In the Rhine Plain, the complexity of the river's course has increased due to numerous hydro-engineering measures, especially the Acher-Rench Connection (Acher-Rench-Korrektion) between 1936 and 1967. Still within the Black Forest foothill zone above Oberachern, the Acherner Mühlbach is severed from the Acher, which here has an average discharge of about 2 m³/s. The Acher itself, also called the Feldbach in Oberachern, then crosses the municipal area of Achern.

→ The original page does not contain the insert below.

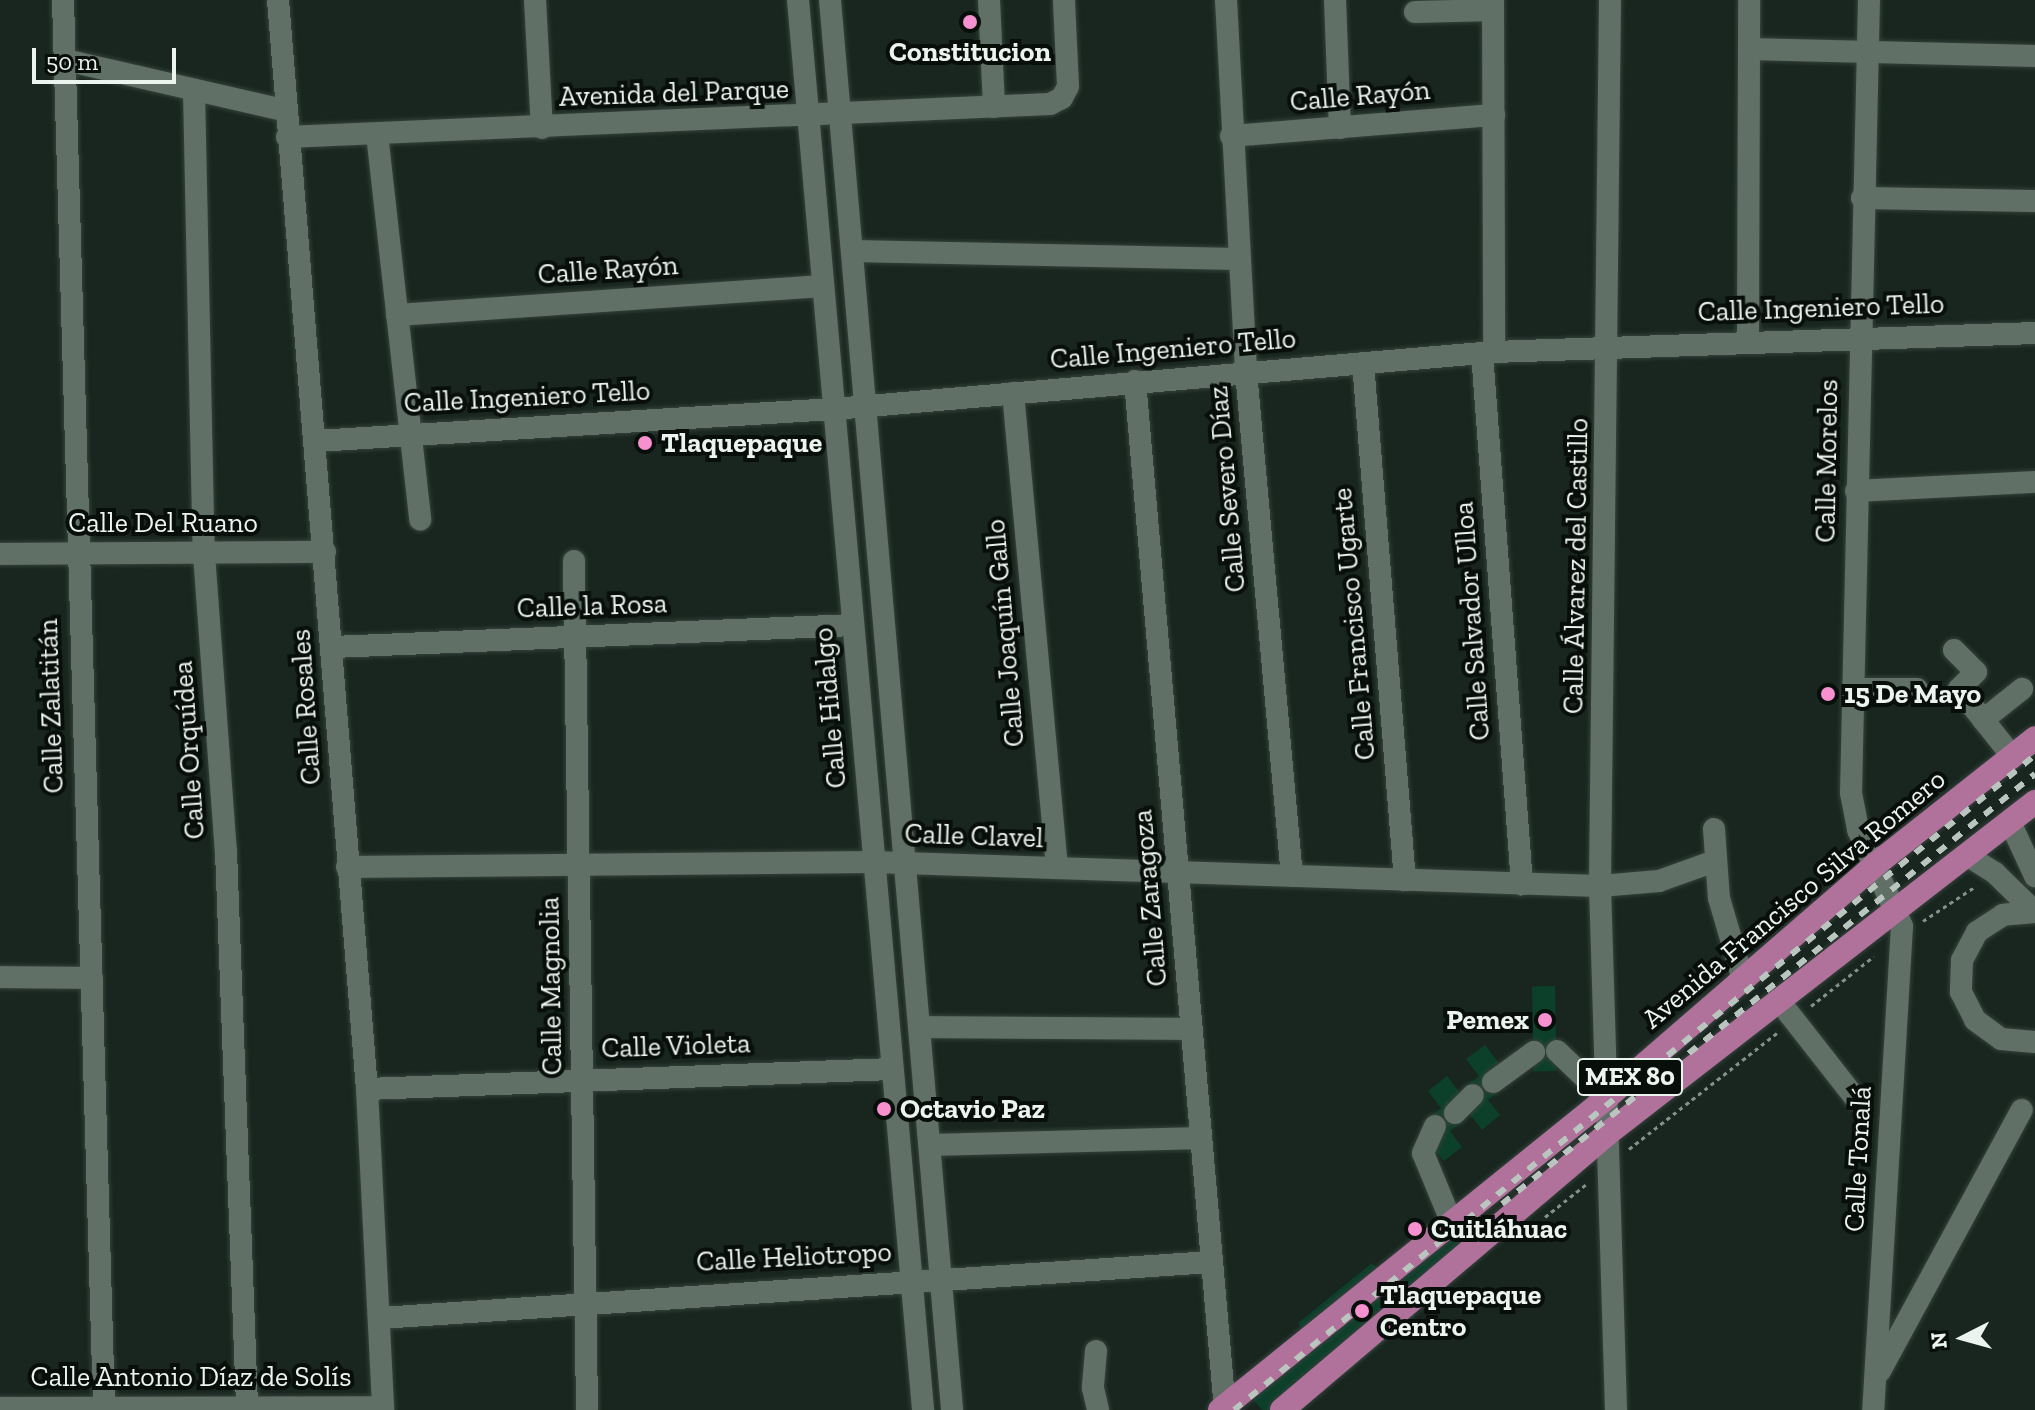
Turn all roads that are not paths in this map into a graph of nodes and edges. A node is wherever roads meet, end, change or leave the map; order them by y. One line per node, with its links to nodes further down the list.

Below Achern, the Acher Flood Control Channel (Acher-Flutkanal) splits off from the river, which can channel some discharge toward the Rhine in the case of a flood. Just before the Acher and the flood channel split, the river is joined by the Fautenbach stream.

The river runs northwards as the Acher (Feldbach) towards Greffen, partially canalized, along its original course. Before the construction of the Rhine Side Canal (Rheinseitenkanal) it emptied into the Rhine here. However, the Acher has since been channeled into the Rhine Dyke (Rheindeich). A section of the Rhine Plain Canal used to pass under it coming from the west, being joined by the water-rich Sulzbach, the lower reaches of the Sasbach and Laufbach, as well as the Acherner Mühlbach. The Rhine Plain Canal then used to empty into the Acher itself from the east. Further to the north, the Sandbach finally joins the lower reaches of the Acher known as the Altrheinzug ("Old Course of the Rhine"). It empties below the Iffezheim Lock into the Rhine, around 10 kilometres below its old confluence. From Greffern, the Acher is used as a link for the different areas of the Söllingen/Greffern Polder. In order to protect the Acher even when the polder floods, a pumping station near Greffern was brought into operation in 2005.

== Protected landscape ==
Under the name Oberes Achertal, a protected area was created by the county council of Ortenaukreis around the municipalities of Ottenhöfen im Schwarzwald and Seebach, covering 3,600 hectares. It is protected area no. 3.17.017 and was founded on 6 February 1975.